Sunshine, showers and almost no wind.

Oriole
Sun 18 Jan 2004 17:03
It does not do to let your friends think that the yachting life in the Caribbean is a bed of roses.  Our first sail with the Dewars from Guadaloupe to the Saintes was in a headwind, grey skies, and either 25 knots and driving rain or no wind at all.  However we overtook all the other boats that were around which is always satisfying and we dropped anchor in the Saintes in time for Sunday tea.  We marched them up to Fort Napoleon which dominates the anchorage, and the small museum somewhat churlishly acknowledges the British victory over the French in the Battle of the Saintes in the American War of Independence.
 
                                 The Saintes from Fort Napoleon
 
 A lot of good it did us too, with the Americans and the French now completely out of control.   French eating is perhaps one exception and we have had some great meals ashore in Martinique, Guadaloupe and the Saintes.  The boutiques in the Saintes also did good business with the new crew.  Up the west side of Guadaloupe is a Jacques Cousteau inspired marine reserve where the snorkling is excellent.  We were able to pick up a mooring there for lunch and snorkling on our way up to Deshaies the jumping off point for Antigua.  A leisurely lunch followed the aquatic activities by which time a glassy calm had appeared which normally would not have been a problem.  However with our stern only 10 feet from the rocks the engine refused to start.  Not a click nor a peep out of it.  Heart in boots, John opened up the engine space to find the lead to the starter motor had fractured.  Fortunately we had a spare which was fitted within about 30 minutes and we were soon on our way.  Coincidentally the other mooring held a British yacht, Moonlight Lady, which we had helped out over the radio a few weeks ago with some weather information. They were only too pleased to stand by us while the repairs were completed. We made Deshaies in good time for a sundowner and although we had a good view of the sunset it was too cloudy for a green flash. We saw one later from English Harbour.

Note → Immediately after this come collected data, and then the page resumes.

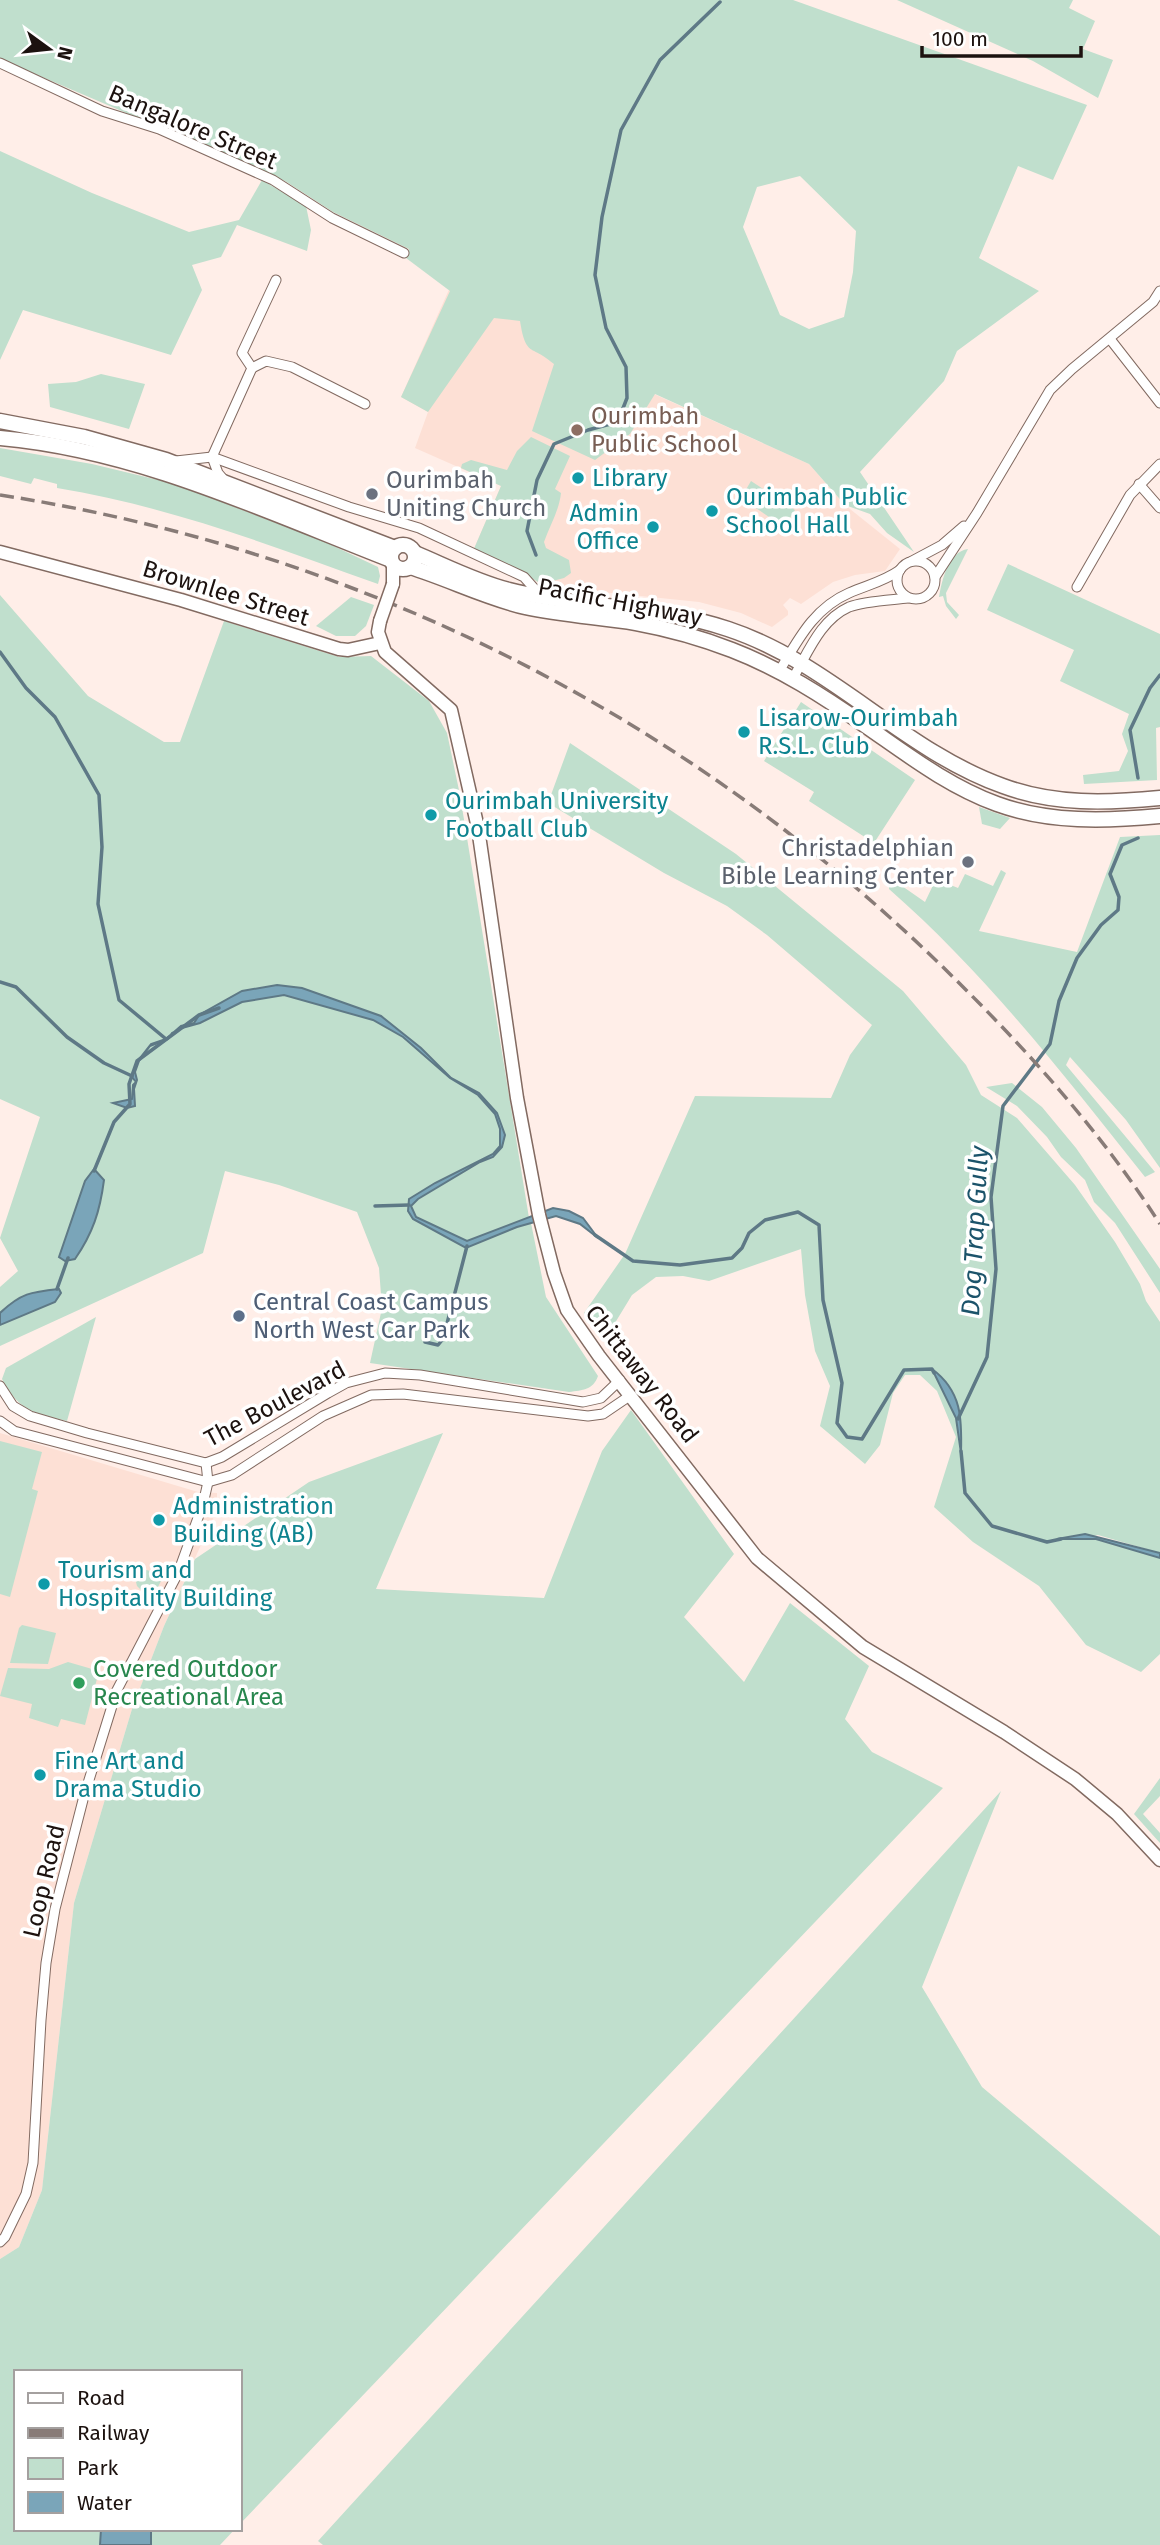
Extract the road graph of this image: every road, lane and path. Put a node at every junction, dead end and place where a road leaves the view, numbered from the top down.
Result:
1 (0, 63) edge
2 (404, 253) dead end
3 (276, 280) dead end
4 (1160, 291) edge
5 (1110, 339) junction
6 (252, 368) junction
7 (1160, 403) edge
8 (365, 404) dead end
9 (0, 421) edge
10 (0, 438) edge
11 (212, 457) junction
12 (166, 460) junction
13 (1160, 464) edge
14 (228, 484) junction
15 (1139, 484) junction
16 (1160, 508) edge
17 (973, 518) junction
18 (0, 552) edge
19 (402, 560) junction
20 (911, 562) junction
21 (900, 570) junction
22 (935, 577) junction
23 (1077, 587) dead end
24 (541, 597) junction
25 (908, 598) junction
26 (380, 643) junction
27 (796, 659) junction
28 (780, 670) junction
29 (793, 678) junction
30 (1160, 798) edge
31 (1160, 816) edge
32 (620, 1380) junction
33 (0, 1386) edge
34 (631, 1395) junction
35 (0, 1421) edge
36 (206, 1463) junction
37 (208, 1482) junction
38 (1160, 1860) edge
39 (0, 2242) edge

1 - 2 street, Bangalore Street
3 - 6 street
4 - 5 street
5 - 7 street
5 - 17 street
6 - 8 street
6 - 11 street
9 - 12 main road, Pacific Highway
10 - 19 main road, Pacific Highway
11 - 12 street
11 - 14 street
11 - 24 street
12 - 14 main road, Pacific Highway
13 - 15 street
14 - 19 main road, Pacific Highway
15 - 16 street
15 - 23 street
17 - 20 street
17 - 22 street
18 - 26 main road, Brownlee Street
19 - 24 main road, Pacific Highway
19 - 26 main road, bridge
19 - 28 main road, Pacific Highway
20 - 21 street
20 - 22 street
21 - 25 street
21 - 27 street
22 - 25 street
24 - 27 main road, Pacific Highway
25 - 27 street
26 - 32 main road, Chittaway Road
27 - 28 street
27 - 29 street
27 - 30 main road, Pacific Highway
28 - 29 main road, Pacific Highway
29 - 31 main road, Pacific Highway
32 - 34 main road, Chittaway Road
32 - 36 street, The Boulevard
33 - 36 street, The Boulevard
34 - 37 street, The Boulevard
34 - 38 main road, Chittaway Road
35 - 37 street, The Boulevard
36 - 37 street, Loop Road
37 - 39 street, Loop Road

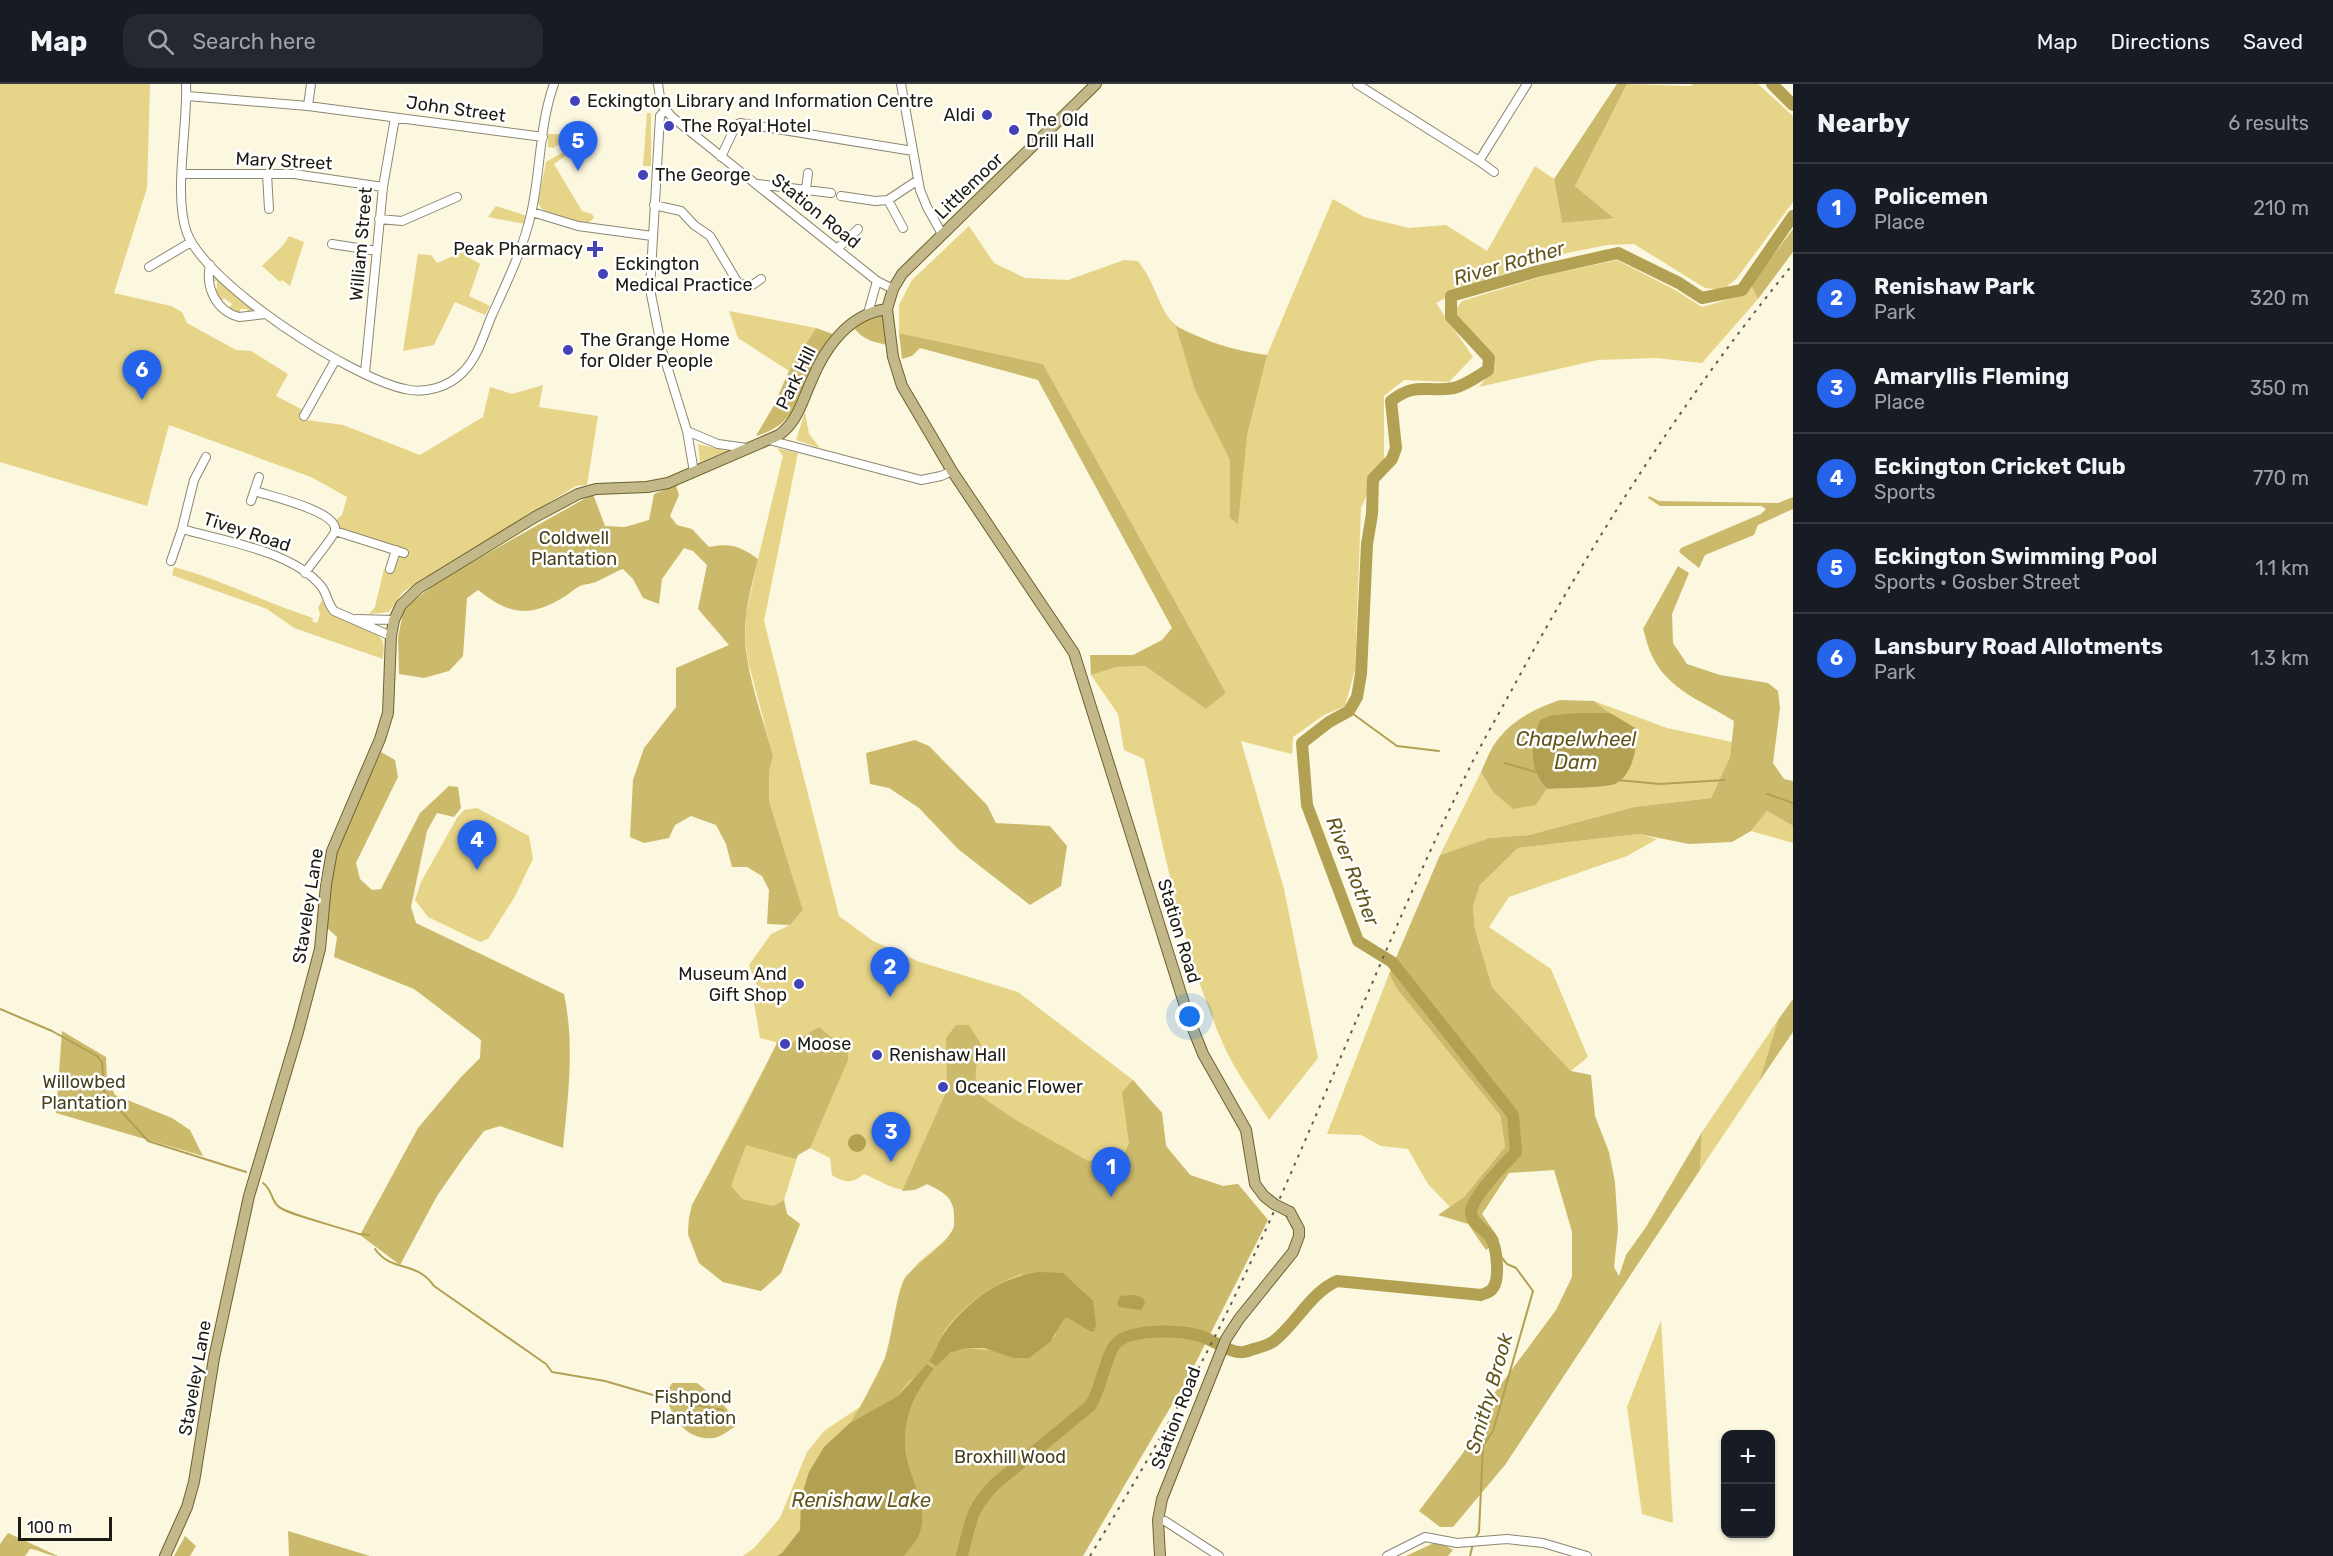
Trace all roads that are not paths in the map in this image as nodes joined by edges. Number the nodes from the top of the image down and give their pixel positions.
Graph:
1 (186, 84) edge
2 (310, 84) edge
3 (554, 84) edge
4 (658, 84) edge
5 (901, 84) edge
6 (1096, 84) edge
7 (1357, 84) edge
8 (1527, 84) edge
9 (187, 96) junction
10 (308, 106) junction
11 (665, 110) junction
12 (395, 118) junction
13 (543, 137) junction
14 (913, 151) junction
15 (721, 156) junction
16 (1479, 161) junction
17 (1494, 172) dead end
18 (808, 173) dead end
19 (183, 174) junction
20 (267, 174) junction
21 (918, 180) junction
22 (756, 184) junction
23 (383, 187) junction
24 (806, 189) junction
25 (831, 193) dead end
26 (458, 197) dead end
27 (845, 200) dead end
28 (888, 200) junction
29 (654, 205) junction
30 (269, 209) dead end
31 (532, 212) junction
32 (379, 219) junction
33 (903, 228) dead end
34 (858, 229) dead end
35 (942, 234) junction
36 (652, 236) junction
37 (191, 242) junction
38 (332, 244) dead end
39 (837, 249) junction
40 (376, 251) junction
41 (210, 265) junction
42 (149, 267) dead end
43 (761, 279) dead end
44 (877, 280) junction
45 (893, 289) junction
46 (887, 309) junction
47 (868, 313) junction
48 (266, 314) junction
49 (336, 359) junction
50 (365, 373) junction
51 (304, 416) dead end
52 (687, 431) junction
53 (770, 440) junction
54 (747, 448) junction
55 (206, 457) dead end
56 (952, 471) junction
57 (694, 472) junction
58 (259, 477) dead end
59 (255, 491) junction
60 (252, 501) dead end
61 (182, 529) junction
62 (335, 531) junction
63 (171, 561) dead end
64 (390, 569) dead end
65 (305, 573) junction
66 (353, 619) junction
67 (394, 620) junction
68 (391, 636) junction
69 (1158, 1520) junction
70 (165, 1556) edge
71 (1160, 1556) edge
72 (1219, 1556) edge
73 (1387, 1556) edge
74 (1587, 1556) edge

1 - 9 street
2 - 10 street
3 - 13 street
4 - 11 street
5 - 14 street
6 - 35 main road, Littlemoor
7 - 16 street
8 - 16 street
9 - 10 street, John Street
9 - 19 street
10 - 12 street, John Street
11 - 15 street, Station Road
11 - 29 street
12 - 13 street, John Street
12 - 23 street, William Street
13 - 31 street
14 - 15 street
14 - 21 street
15 - 22 street, Station Road
16 - 17 street
18 - 24 street
19 - 20 street, Mary Street
19 - 37 street
20 - 23 street, Mary Street
20 - 30 street
21 - 28 street
21 - 35 street
22 - 24 street
22 - 39 street, Station Road
23 - 32 street, William Street
24 - 25 street
26 - 32 street
27 - 28 street
28 - 33 street
29 - 36 street
29 - 43 street
31 - 36 street
31 - 50 street
32 - 40 street, William Street
34 - 39 street
35 - 45 main road, Littlemoor
36 - 52 street
37 - 41 street
37 - 42 street
38 - 40 street
39 - 44 street, Station Road
40 - 50 street, William Street
41 - 48 street
41 - 48 street
44 - 45 street, Station Road
44 - 47 street
45 - 46 main road
46 - 47 main road, Park Hill
46 - 56 main road, Station Road
47 - 53 main road, Park Hill
48 - 49 street
49 - 50 street
49 - 51 street
52 - 54 street
52 - 57 street
53 - 54 main road, Park Hill
53 - 56 street
54 - 57 main road, Staveley Lane
55 - 61 street, Tivey Road
56 - 69 main road, Station Road, bridge
57 - 67 main road, Staveley Lane
58 - 59 street
59 - 60 street
59 - 62 street
61 - 63 street
61 - 65 street, Tivey Road
62 - 64 street
62 - 65 street
65 - 66 street, Tivey Road
66 - 67 street
66 - 68 street, Tivey Road
67 - 68 main road, Staveley Lane
68 - 70 main road, Staveley Lane
69 - 71 main road, Station Road
69 - 72 street
73 - 74 street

The following day we had a brisk walk up the hill to the Tropical Botanical Gardens which are delightful and beautifully laid out and have parrots and flamingoes as side attractions.  Lunch, we confess, was another affair gastronomique, and we repaired aboard to snooze off the effects before a little light snorkling.  The heavy weather of a few weeks ago has taken its toll here and there are two yachts gradually breaking up on the  rocks in this usually very sheltered anchorage.  The sail from Deshaies to English Harbour Antigua is normally hard on the wind with plenty of it and big seas.  We had no more than 10 knots and the sea was almost flat so Lynn and Ian are now seriously considering shipping their Nelson 38 out to here.  As we sit in English Harbour there is no wind, as it has all been swallowed up by a big winter storm of 952 mb just to the north of the islands. 
 
                          Rain or shine we're going shopping.
 
It is no doubt heading for the British Isles where it will produce lots of wind and will hopefully leave us space for the tradewinds to re-establish the normal lovely Caribbean weather. Lynn and Ian's return home should guarantee it.  This is supposed to be the dry season, and the rain has been a bit of a drag but when the sun reappears everything dries in record time and it is soon forgotton with the help of a little rum punch.  You don't even need a raincoat, a birthday suit will do!